--- Records to use ---
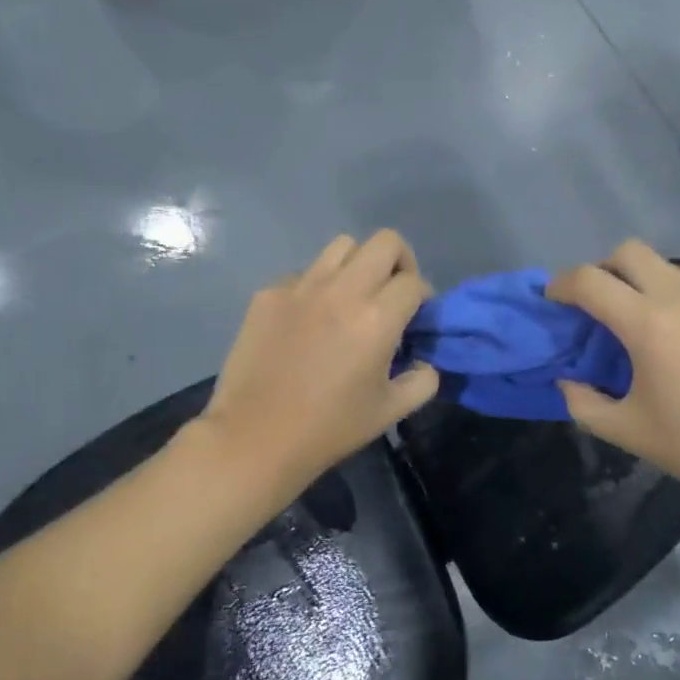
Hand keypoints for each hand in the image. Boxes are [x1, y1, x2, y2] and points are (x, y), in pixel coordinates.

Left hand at [195, 231, 438, 496]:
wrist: (255, 437)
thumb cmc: (329, 428)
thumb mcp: (390, 411)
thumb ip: (422, 381)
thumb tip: (424, 361)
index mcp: (377, 318)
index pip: (414, 281)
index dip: (423, 296)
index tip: (416, 317)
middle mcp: (342, 290)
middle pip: (385, 241)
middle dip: (400, 261)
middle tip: (392, 292)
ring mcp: (301, 287)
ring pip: (342, 246)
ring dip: (358, 265)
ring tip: (352, 297)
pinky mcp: (269, 293)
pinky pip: (304, 273)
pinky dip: (316, 287)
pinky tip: (308, 321)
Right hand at [546, 240, 679, 510]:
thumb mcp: (627, 432)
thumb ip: (583, 403)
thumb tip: (570, 380)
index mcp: (648, 324)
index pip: (590, 281)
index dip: (562, 284)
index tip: (554, 300)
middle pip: (631, 251)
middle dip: (603, 268)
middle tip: (598, 303)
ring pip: (670, 270)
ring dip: (644, 285)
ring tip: (646, 328)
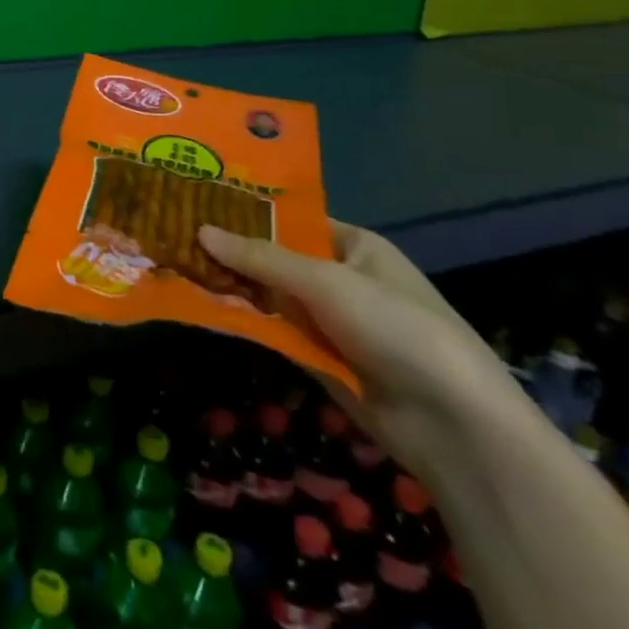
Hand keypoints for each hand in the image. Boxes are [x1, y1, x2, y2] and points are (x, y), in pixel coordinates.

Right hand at [201, 219, 518, 481]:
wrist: (453, 425)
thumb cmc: (396, 328)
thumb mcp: (326, 282)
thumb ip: (261, 258)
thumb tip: (200, 230)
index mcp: (355, 246)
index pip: (292, 219)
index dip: (248, 212)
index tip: (198, 203)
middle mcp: (342, 278)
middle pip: (276, 258)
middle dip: (232, 252)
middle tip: (174, 234)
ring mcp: (331, 321)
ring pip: (270, 296)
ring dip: (233, 287)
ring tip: (176, 266)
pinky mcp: (321, 359)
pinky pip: (275, 331)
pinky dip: (246, 321)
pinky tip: (203, 307)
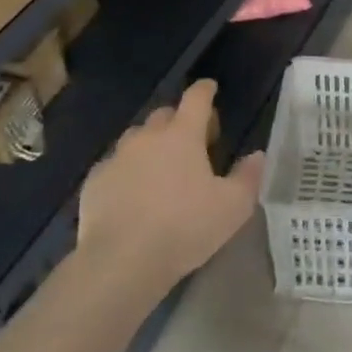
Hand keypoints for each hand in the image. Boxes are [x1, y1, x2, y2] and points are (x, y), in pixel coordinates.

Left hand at [76, 79, 264, 294]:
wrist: (120, 262)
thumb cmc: (184, 228)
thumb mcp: (233, 207)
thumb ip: (248, 176)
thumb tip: (257, 155)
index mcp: (182, 134)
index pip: (196, 97)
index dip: (206, 90)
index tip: (211, 89)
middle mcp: (147, 136)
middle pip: (165, 115)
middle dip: (180, 122)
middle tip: (193, 145)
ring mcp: (117, 157)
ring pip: (137, 139)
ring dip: (152, 146)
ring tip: (161, 171)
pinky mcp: (94, 181)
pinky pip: (115, 166)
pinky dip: (127, 172)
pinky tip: (133, 195)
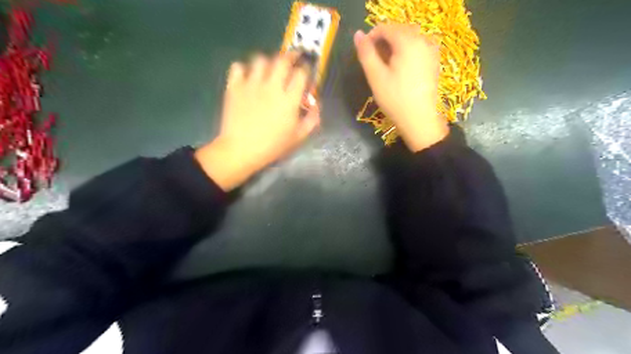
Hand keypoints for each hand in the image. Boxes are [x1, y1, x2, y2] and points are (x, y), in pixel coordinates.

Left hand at [195, 54, 320, 190]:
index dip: (306, 69)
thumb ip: (312, 119)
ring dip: (268, 62)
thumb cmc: (272, 146)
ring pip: (260, 59)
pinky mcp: (234, 87)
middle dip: (291, 56)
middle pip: (282, 60)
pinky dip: (244, 69)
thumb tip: (316, 104)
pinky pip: (238, 66)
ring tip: (269, 70)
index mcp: (289, 99)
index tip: (306, 71)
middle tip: (292, 60)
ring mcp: (251, 85)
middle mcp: (271, 86)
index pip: (301, 73)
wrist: (241, 150)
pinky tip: (248, 78)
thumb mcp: (298, 137)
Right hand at [354, 24, 447, 151]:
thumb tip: (358, 35)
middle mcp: (423, 41)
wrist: (419, 120)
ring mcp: (431, 51)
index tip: (363, 52)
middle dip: (383, 42)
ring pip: (408, 40)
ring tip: (384, 67)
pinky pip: (416, 49)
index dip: (371, 37)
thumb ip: (366, 53)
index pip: (386, 28)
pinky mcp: (433, 62)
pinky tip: (398, 70)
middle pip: (398, 32)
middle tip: (373, 62)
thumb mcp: (376, 77)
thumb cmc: (395, 99)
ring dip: (393, 48)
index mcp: (408, 42)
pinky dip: (405, 54)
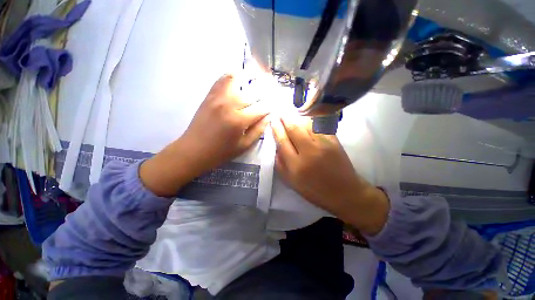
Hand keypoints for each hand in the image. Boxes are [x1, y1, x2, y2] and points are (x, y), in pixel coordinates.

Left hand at [140, 74, 268, 196]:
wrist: (194, 150)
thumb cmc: (221, 152)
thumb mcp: (244, 145)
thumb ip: (259, 130)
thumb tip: (269, 116)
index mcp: (239, 120)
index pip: (262, 107)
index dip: (271, 105)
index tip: (277, 103)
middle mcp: (229, 104)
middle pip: (253, 91)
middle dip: (266, 88)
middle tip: (273, 86)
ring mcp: (218, 97)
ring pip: (237, 78)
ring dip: (250, 75)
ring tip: (258, 74)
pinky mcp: (209, 95)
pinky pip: (222, 79)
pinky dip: (232, 75)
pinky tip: (240, 76)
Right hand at [271, 116, 388, 235]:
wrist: (344, 192)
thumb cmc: (315, 190)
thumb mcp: (292, 183)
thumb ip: (280, 165)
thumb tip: (276, 147)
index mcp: (296, 166)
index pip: (282, 141)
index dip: (276, 129)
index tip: (272, 121)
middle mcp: (309, 152)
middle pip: (294, 129)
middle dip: (285, 118)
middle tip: (280, 113)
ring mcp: (323, 145)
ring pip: (307, 124)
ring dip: (297, 117)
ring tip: (291, 115)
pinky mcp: (334, 141)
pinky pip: (319, 125)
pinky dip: (310, 120)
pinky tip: (306, 118)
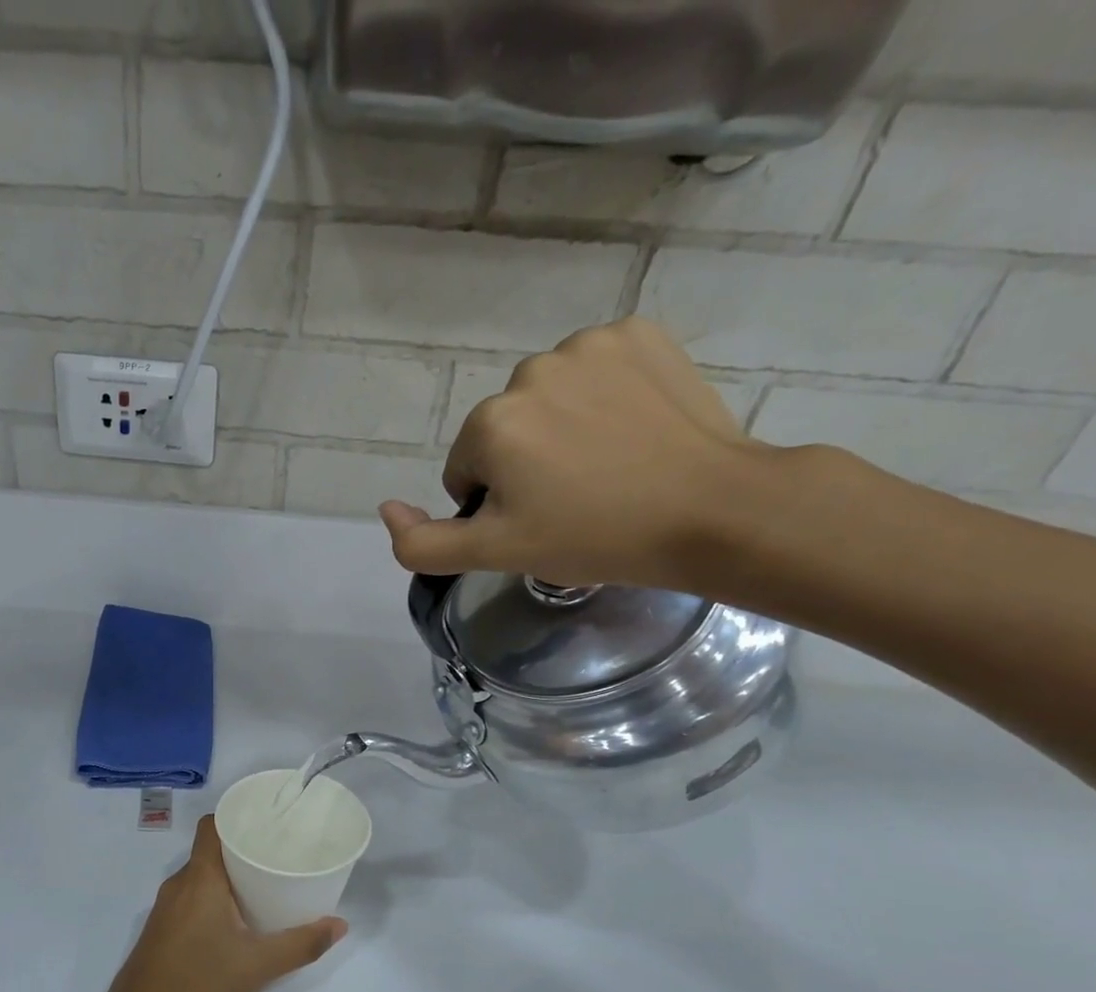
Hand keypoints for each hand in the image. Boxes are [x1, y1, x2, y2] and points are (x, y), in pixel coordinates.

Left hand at [94, 817, 345, 991]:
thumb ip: (301, 944)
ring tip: (267, 883)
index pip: (212, 826)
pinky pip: (193, 897)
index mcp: (199, 879)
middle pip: (212, 850)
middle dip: (245, 848)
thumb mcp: (257, 966)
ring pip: (202, 876)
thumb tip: (339, 924)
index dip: (238, 816)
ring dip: (231, 876)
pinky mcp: (162, 929)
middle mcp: (179, 884)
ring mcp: (166, 908)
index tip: (270, 822)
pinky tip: (239, 917)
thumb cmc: (198, 985)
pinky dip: (216, 896)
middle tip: (281, 854)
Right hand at [379, 317, 775, 589]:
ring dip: (562, 428)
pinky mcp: (639, 333)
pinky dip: (604, 395)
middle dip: (526, 463)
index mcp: (490, 424)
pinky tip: (632, 428)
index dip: (497, 504)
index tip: (540, 521)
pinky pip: (596, 368)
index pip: (467, 471)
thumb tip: (385, 509)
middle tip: (575, 499)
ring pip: (548, 398)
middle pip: (505, 430)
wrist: (710, 510)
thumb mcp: (496, 554)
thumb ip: (422, 543)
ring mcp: (589, 345)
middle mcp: (529, 371)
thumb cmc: (594, 537)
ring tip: (608, 465)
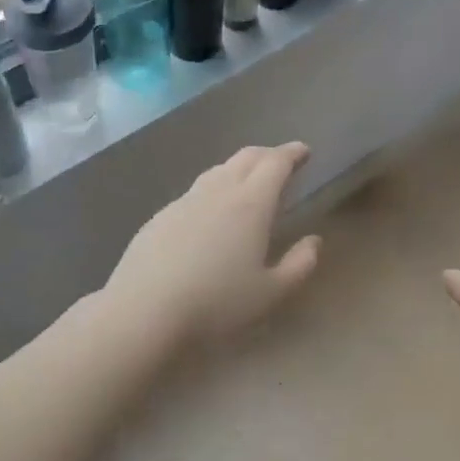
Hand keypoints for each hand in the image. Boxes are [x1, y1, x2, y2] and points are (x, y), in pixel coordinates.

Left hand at [105, 143, 322, 348]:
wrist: (145, 309)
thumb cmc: (217, 302)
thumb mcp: (271, 292)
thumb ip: (299, 264)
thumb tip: (314, 241)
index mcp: (251, 204)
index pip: (275, 164)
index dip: (292, 154)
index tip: (303, 151)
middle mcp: (217, 192)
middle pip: (245, 158)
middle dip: (267, 155)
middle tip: (281, 163)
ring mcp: (184, 202)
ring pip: (216, 172)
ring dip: (237, 169)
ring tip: (247, 183)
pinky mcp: (160, 217)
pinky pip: (194, 193)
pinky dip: (212, 190)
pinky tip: (209, 214)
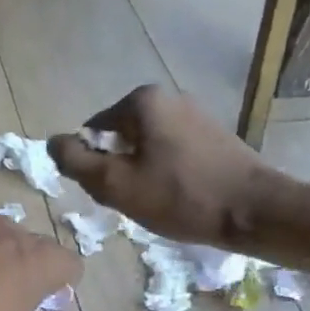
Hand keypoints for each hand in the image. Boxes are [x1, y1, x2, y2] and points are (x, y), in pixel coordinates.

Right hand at [48, 86, 286, 247]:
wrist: (256, 212)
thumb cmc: (179, 196)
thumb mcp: (113, 183)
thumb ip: (75, 161)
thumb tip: (53, 142)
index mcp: (142, 101)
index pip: (92, 133)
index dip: (94, 166)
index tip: (113, 190)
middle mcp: (169, 97)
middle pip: (118, 139)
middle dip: (118, 169)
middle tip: (134, 198)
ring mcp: (194, 115)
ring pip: (144, 148)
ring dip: (141, 174)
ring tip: (158, 200)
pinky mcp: (213, 136)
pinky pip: (170, 153)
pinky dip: (165, 174)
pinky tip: (179, 196)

--- Action item ---
Produce the lines from the first line of the entries through the line that contains "thumb tip: (424, 361)", exactly, leaving the pictures behind.

--- Exercise solution ---
Hand keypoints for each hand in the image. Boxes are [x1, y1, x2, y2] and points are (x, y), in pixel coordinates.

Left hand at [195, 231, 438, 496]:
wrist: (255, 437)
thumb cmc: (329, 428)
thumb mcp: (390, 411)
thumb ip: (422, 381)
thumb tip: (424, 361)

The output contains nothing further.